### WHAT YOU SHOULD DO
Your answer should be the full data, transcribed exactly, with no pictures in it.

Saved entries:
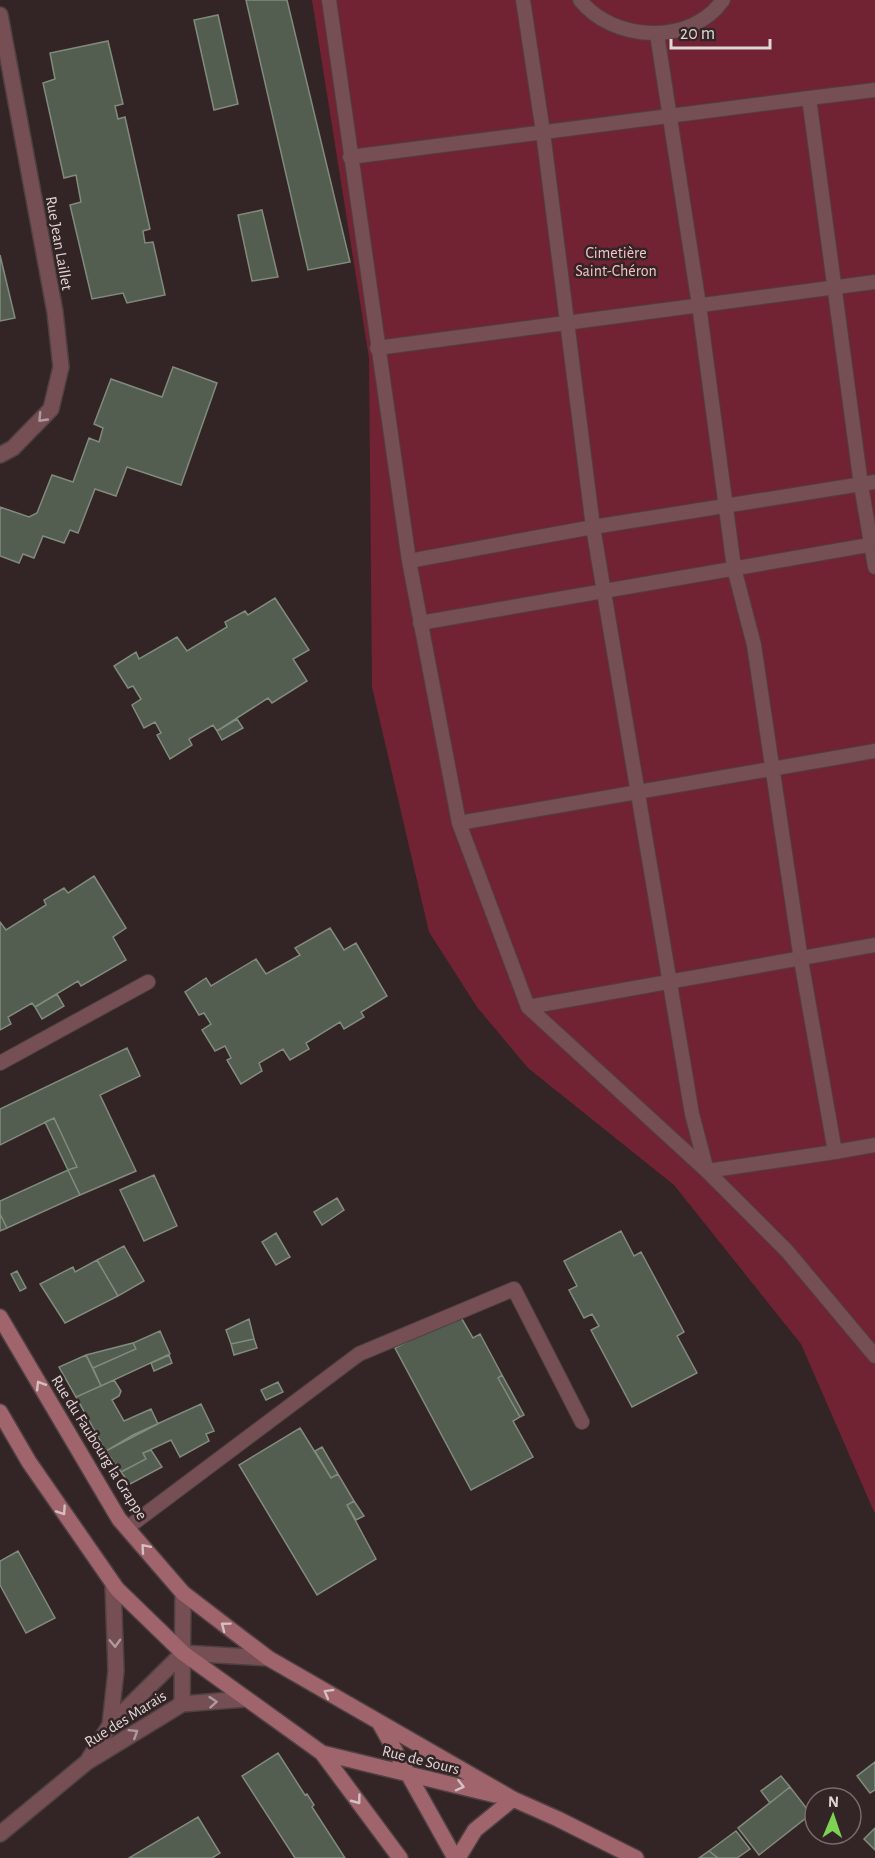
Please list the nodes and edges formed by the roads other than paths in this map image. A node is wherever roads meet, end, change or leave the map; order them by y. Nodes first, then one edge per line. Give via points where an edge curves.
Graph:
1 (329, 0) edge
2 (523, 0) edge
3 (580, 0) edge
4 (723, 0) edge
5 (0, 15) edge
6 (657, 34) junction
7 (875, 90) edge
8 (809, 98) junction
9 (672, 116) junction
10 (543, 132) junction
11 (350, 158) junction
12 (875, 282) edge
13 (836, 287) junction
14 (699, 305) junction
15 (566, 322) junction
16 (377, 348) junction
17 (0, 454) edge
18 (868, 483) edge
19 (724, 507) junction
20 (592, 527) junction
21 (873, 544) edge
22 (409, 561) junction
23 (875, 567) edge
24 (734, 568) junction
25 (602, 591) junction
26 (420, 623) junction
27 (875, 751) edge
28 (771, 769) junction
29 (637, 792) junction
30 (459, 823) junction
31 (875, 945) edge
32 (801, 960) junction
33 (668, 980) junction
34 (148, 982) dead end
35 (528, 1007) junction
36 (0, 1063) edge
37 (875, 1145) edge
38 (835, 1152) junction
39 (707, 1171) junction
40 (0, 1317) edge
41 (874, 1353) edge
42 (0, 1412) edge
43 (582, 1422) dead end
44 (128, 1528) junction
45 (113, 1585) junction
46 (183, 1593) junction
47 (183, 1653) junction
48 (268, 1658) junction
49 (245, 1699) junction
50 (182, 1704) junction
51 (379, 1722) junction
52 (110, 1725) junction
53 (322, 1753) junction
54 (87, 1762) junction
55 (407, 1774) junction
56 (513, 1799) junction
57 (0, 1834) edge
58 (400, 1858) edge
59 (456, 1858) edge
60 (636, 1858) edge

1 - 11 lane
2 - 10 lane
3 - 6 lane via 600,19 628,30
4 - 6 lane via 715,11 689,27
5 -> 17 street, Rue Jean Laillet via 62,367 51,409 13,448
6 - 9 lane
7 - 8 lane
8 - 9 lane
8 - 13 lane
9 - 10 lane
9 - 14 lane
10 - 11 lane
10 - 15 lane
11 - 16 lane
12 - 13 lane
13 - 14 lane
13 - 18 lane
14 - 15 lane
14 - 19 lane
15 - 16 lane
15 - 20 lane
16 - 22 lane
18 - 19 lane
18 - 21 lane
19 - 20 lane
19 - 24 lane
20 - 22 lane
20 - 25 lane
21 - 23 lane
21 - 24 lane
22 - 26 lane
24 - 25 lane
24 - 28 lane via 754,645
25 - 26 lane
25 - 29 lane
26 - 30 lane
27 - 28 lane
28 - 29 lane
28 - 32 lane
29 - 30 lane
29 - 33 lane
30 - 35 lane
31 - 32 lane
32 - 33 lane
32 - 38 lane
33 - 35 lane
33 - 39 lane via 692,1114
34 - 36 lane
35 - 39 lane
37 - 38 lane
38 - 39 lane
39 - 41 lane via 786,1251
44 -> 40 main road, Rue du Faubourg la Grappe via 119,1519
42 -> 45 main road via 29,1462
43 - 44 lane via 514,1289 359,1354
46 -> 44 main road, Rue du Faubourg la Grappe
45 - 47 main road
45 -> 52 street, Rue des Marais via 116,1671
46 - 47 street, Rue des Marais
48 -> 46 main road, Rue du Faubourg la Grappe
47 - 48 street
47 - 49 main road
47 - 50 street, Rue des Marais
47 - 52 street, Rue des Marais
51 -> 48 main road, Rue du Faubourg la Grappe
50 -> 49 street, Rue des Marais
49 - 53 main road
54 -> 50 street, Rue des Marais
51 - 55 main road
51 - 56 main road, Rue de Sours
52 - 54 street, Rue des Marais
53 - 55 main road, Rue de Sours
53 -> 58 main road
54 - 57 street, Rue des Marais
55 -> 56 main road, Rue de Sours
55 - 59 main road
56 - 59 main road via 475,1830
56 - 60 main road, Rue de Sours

### TASK ANSWER
Please list the nodes and edges formed by the roads other than paths in this map image. A node is wherever roads meet, end, change or leave the map; order them by y. Nodes first, then one edge per line. Give via points where an edge curves.
Graph:
1 (329, 0) edge
2 (523, 0) edge
3 (580, 0) edge
4 (723, 0) edge
5 (0, 15) edge
6 (657, 34) junction
7 (875, 90) edge
8 (809, 98) junction
9 (672, 116) junction
10 (543, 132) junction
11 (350, 158) junction
12 (875, 282) edge
13 (836, 287) junction
14 (699, 305) junction
15 (566, 322) junction
16 (377, 348) junction
17 (0, 454) edge
18 (868, 483) edge
19 (724, 507) junction
20 (592, 527) junction
21 (873, 544) edge
22 (409, 561) junction
23 (875, 567) edge
24 (734, 568) junction
25 (602, 591) junction
26 (420, 623) junction
27 (875, 751) edge
28 (771, 769) junction
29 (637, 792) junction
30 (459, 823) junction
31 (875, 945) edge
32 (801, 960) junction
33 (668, 980) junction
34 (148, 982) dead end
35 (528, 1007) junction
36 (0, 1063) edge
37 (875, 1145) edge
38 (835, 1152) junction
39 (707, 1171) junction
40 (0, 1317) edge
41 (874, 1353) edge
42 (0, 1412) edge
43 (582, 1422) dead end
44 (128, 1528) junction
45 (113, 1585) junction
46 (183, 1593) junction
47 (183, 1653) junction
48 (268, 1658) junction
49 (245, 1699) junction
50 (182, 1704) junction
51 (379, 1722) junction
52 (110, 1725) junction
53 (322, 1753) junction
54 (87, 1762) junction
55 (407, 1774) junction
56 (513, 1799) junction
57 (0, 1834) edge
58 (400, 1858) edge
59 (456, 1858) edge
60 (636, 1858) edge

1 - 11 lane
2 - 10 lane
3 - 6 lane via 600,19 628,30
4 - 6 lane via 715,11 689,27
5 -> 17 street, Rue Jean Laillet via 62,367 51,409 13,448
6 - 9 lane
7 - 8 lane
8 - 9 lane
8 - 13 lane
9 - 10 lane
9 - 14 lane
10 - 11 lane
10 - 15 lane
11 - 16 lane
12 - 13 lane
13 - 14 lane
13 - 18 lane
14 - 15 lane
14 - 19 lane
15 - 16 lane
15 - 20 lane
16 - 22 lane
18 - 19 lane
18 - 21 lane
19 - 20 lane
19 - 24 lane
20 - 22 lane
20 - 25 lane
21 - 23 lane
21 - 24 lane
22 - 26 lane
24 - 25 lane
24 - 28 lane via 754,645
25 - 26 lane
25 - 29 lane
26 - 30 lane
27 - 28 lane
28 - 29 lane
28 - 32 lane
29 - 30 lane
29 - 33 lane
30 - 35 lane
31 - 32 lane
32 - 33 lane
32 - 38 lane
33 - 35 lane
33 - 39 lane via 692,1114
34 - 36 lane
35 - 39 lane
37 - 38 lane
38 - 39 lane
39 - 41 lane via 786,1251
44 -> 40 main road, Rue du Faubourg la Grappe via 119,1519
42 -> 45 main road via 29,1462
43 - 44 lane via 514,1289 359,1354
46 -> 44 main road, Rue du Faubourg la Grappe
45 - 47 main road
45 -> 52 street, Rue des Marais via 116,1671
46 - 47 street, Rue des Marais
48 -> 46 main road, Rue du Faubourg la Grappe
47 - 48 street
47 - 49 main road
47 - 50 street, Rue des Marais
47 - 52 street, Rue des Marais
51 -> 48 main road, Rue du Faubourg la Grappe
50 -> 49 street, Rue des Marais
49 - 53 main road
54 -> 50 street, Rue des Marais
51 - 55 main road
51 - 56 main road, Rue de Sours
52 - 54 street, Rue des Marais
53 - 55 main road, Rue de Sours
53 -> 58 main road
54 - 57 street, Rue des Marais
55 -> 56 main road, Rue de Sours
55 - 59 main road
56 - 59 main road via 475,1830
56 - 60 main road, Rue de Sours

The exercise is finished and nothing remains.